PROBLEM TO WORK ON: Filter the data for "Neuburger" and copy matching lines.
+ + + +
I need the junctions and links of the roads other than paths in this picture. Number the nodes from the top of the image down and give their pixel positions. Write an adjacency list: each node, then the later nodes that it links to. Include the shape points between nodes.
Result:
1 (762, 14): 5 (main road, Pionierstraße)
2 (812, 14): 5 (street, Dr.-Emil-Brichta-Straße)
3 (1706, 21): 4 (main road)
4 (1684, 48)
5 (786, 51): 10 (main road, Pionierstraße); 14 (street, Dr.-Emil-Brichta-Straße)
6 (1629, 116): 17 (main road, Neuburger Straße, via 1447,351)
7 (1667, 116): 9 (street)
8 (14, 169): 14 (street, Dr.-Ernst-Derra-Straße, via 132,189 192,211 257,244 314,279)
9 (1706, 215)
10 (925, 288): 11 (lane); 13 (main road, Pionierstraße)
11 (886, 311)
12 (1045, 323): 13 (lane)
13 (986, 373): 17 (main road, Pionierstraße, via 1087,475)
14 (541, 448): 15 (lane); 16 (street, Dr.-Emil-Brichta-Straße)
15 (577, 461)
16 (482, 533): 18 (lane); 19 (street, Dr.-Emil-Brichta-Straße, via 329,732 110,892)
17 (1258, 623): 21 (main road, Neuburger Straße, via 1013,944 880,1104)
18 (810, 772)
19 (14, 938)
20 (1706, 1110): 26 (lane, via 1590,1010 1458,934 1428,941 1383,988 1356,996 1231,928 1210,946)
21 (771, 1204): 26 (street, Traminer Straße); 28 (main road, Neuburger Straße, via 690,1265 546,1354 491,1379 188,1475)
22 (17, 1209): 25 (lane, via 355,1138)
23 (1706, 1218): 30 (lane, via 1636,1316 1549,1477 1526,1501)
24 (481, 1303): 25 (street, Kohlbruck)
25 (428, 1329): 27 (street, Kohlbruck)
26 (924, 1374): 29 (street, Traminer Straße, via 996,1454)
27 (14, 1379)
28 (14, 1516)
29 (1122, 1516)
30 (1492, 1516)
+ + + +
SOLVED PROBLEM:
6 (1629, 116): 17 (main road, Neuburger Straße, via 1447,351)
17 (1258, 623): 21 (main road, Neuburger Straße, via 1013,944 880,1104)
21 (771, 1204): 26 (street, Traminer Straße); 28 (main road, Neuburger Straße, via 690,1265 546,1354 491,1379 188,1475)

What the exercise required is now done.